Provided data
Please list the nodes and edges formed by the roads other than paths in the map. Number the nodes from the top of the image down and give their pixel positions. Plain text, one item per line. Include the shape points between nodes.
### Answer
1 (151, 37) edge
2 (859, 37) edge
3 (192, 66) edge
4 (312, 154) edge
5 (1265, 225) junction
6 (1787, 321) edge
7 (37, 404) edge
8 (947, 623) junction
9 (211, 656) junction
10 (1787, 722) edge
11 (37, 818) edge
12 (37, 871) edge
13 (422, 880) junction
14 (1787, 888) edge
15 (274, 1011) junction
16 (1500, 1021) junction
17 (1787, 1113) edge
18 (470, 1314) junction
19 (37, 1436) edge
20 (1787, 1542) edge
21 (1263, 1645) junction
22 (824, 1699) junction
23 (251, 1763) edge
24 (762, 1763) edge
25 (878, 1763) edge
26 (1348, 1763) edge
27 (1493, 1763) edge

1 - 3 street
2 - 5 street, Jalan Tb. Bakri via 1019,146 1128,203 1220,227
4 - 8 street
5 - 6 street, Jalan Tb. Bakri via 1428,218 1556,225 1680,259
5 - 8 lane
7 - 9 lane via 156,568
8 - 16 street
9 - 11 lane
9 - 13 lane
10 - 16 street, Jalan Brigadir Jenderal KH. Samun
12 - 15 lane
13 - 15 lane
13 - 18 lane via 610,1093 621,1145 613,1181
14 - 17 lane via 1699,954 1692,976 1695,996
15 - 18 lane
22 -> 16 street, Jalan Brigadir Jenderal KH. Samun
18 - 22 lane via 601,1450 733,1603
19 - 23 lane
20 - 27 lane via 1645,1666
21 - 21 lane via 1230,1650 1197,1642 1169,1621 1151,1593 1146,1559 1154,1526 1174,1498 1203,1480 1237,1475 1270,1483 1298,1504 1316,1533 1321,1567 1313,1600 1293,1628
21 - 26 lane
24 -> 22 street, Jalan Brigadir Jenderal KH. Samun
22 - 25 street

How to complete this task
Go through the listing above and copy each line that contains "Samun".

Answer to the exercise
10 - 16 street, Jalan Brigadir Jenderal KH. Samun
22 -> 16 street, Jalan Brigadir Jenderal KH. Samun
24 -> 22 street, Jalan Brigadir Jenderal KH. Samun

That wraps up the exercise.